:: TASK GOAL ::
Please go through the listing below and count the lines where the string "order" appears. Answer with the number only.

:: ENTRIES PROVIDED ::
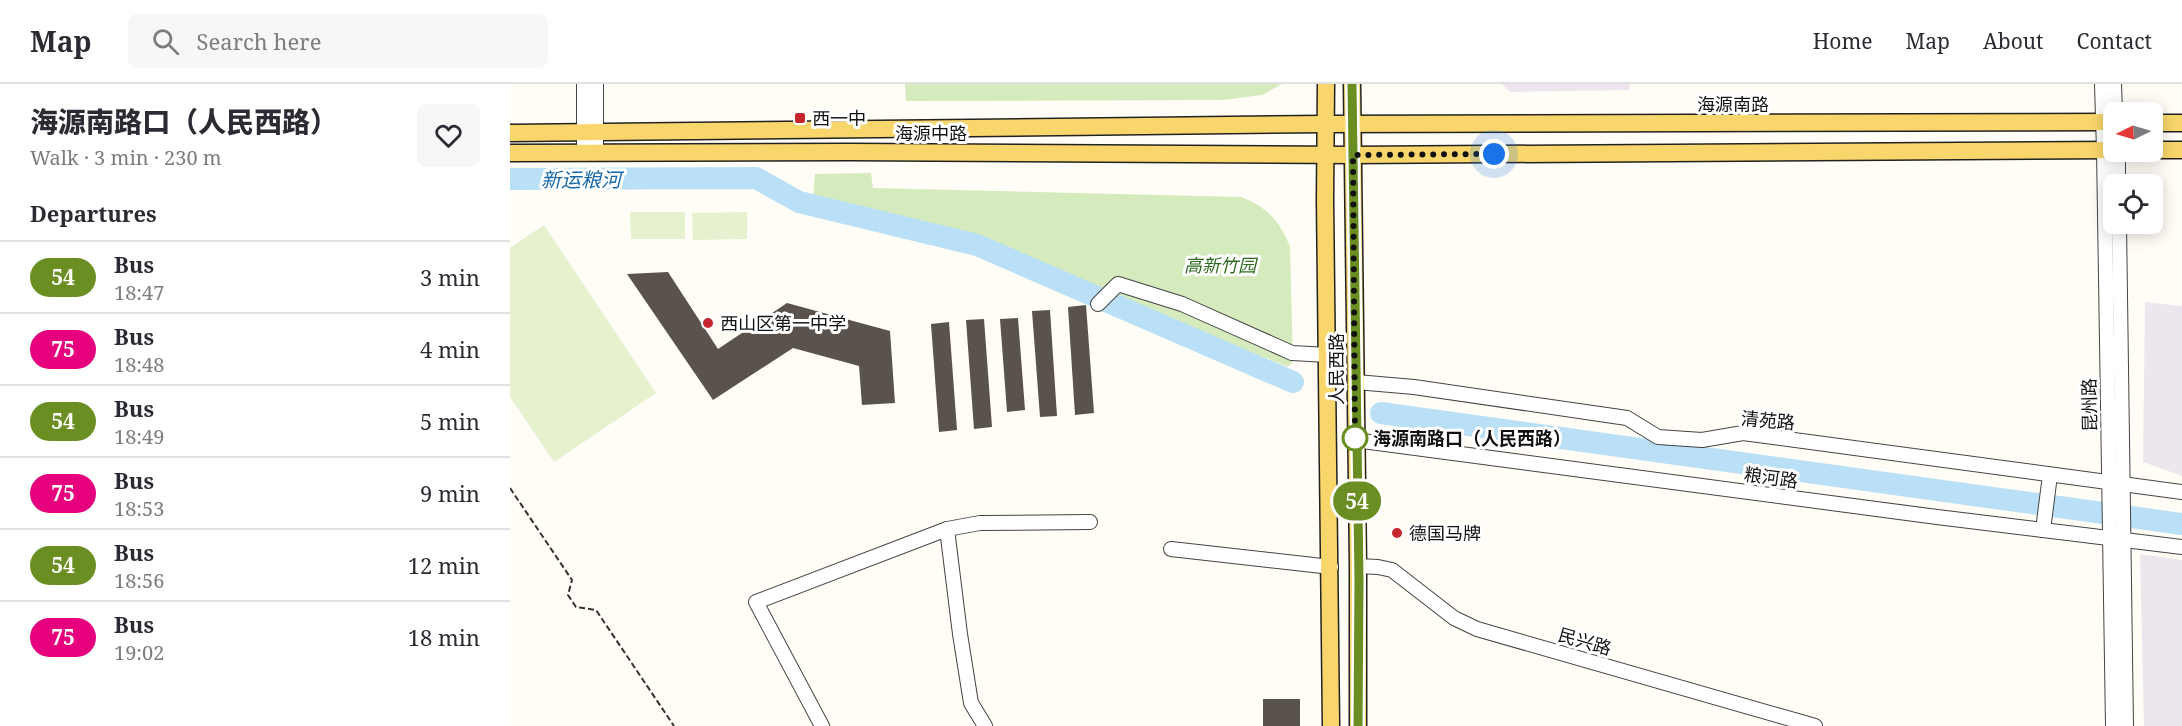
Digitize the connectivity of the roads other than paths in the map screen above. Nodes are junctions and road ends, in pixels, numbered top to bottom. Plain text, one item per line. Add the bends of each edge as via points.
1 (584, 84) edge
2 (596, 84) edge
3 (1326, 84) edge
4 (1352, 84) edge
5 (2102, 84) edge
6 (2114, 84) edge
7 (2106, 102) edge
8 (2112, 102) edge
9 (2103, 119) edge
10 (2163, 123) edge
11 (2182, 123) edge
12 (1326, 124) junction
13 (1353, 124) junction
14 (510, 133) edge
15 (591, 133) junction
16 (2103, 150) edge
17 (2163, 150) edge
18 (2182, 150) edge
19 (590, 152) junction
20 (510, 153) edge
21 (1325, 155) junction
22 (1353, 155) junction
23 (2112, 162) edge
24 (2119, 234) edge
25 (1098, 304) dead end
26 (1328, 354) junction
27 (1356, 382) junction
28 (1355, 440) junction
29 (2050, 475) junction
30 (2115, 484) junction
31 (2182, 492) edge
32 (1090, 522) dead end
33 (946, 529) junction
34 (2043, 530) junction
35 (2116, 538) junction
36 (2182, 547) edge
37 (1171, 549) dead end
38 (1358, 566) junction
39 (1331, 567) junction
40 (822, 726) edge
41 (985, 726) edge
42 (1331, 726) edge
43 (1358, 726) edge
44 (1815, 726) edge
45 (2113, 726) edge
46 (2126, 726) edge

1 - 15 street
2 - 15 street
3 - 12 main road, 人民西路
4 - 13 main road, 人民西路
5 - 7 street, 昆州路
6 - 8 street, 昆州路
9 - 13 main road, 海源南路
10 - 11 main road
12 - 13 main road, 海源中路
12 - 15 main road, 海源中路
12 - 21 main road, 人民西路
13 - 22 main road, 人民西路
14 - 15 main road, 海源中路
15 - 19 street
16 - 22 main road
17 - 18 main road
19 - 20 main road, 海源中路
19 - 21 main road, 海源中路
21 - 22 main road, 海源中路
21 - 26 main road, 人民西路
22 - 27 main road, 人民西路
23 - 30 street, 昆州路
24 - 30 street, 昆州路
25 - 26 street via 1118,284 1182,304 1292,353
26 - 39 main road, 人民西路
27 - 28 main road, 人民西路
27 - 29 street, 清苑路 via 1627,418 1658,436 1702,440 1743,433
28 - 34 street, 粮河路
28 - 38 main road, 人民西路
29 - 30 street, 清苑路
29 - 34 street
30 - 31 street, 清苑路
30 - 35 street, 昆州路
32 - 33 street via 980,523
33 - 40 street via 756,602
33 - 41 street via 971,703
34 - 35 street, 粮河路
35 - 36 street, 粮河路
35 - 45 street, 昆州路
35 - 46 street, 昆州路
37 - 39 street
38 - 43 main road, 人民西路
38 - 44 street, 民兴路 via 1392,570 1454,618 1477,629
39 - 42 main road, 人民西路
---
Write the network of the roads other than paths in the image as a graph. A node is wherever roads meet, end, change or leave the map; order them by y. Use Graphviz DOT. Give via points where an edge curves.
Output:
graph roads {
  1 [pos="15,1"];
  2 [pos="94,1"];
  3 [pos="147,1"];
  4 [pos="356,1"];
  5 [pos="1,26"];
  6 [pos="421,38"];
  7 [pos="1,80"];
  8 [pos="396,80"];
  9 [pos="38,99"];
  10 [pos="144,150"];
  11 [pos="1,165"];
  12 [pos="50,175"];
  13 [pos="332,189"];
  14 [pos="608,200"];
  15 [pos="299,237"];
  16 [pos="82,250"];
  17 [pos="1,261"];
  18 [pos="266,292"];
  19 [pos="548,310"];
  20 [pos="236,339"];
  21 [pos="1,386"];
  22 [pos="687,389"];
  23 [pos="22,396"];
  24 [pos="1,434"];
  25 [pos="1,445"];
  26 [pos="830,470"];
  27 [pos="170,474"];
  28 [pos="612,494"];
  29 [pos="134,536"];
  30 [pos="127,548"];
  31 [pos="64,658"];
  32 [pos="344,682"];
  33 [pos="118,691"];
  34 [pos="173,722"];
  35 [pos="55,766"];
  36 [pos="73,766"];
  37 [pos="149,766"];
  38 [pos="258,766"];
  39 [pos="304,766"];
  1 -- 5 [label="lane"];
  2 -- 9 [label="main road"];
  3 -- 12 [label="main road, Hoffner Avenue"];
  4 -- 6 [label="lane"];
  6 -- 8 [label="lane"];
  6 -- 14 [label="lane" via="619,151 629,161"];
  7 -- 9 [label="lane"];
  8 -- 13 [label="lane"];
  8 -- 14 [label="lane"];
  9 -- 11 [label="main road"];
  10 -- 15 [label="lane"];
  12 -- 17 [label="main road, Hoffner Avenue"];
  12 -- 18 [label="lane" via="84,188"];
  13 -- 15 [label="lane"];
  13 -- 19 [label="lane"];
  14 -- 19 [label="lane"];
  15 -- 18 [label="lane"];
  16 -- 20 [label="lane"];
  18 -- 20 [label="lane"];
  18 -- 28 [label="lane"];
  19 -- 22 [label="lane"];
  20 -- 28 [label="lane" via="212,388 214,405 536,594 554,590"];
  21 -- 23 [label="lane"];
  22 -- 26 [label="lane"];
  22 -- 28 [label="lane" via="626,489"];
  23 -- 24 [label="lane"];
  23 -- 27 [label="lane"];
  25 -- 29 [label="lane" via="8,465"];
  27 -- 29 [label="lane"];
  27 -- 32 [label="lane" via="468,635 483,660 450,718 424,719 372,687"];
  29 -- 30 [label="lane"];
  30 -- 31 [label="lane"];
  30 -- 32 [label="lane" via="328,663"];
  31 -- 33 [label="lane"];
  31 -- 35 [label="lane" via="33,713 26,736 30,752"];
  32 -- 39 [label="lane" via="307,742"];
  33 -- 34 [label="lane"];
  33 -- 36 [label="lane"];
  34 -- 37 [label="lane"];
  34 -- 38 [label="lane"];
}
...
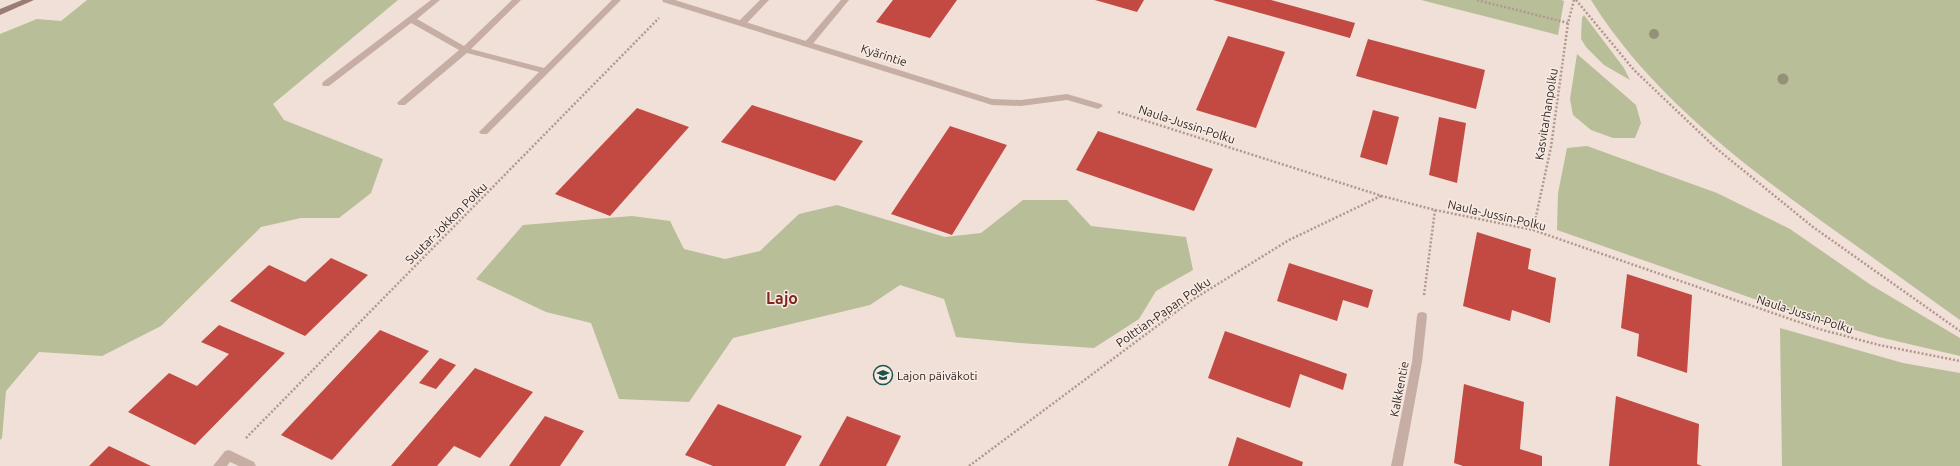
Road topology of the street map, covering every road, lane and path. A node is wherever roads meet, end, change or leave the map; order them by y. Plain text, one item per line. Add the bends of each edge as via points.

:: REPLY TO THE TASK ::
2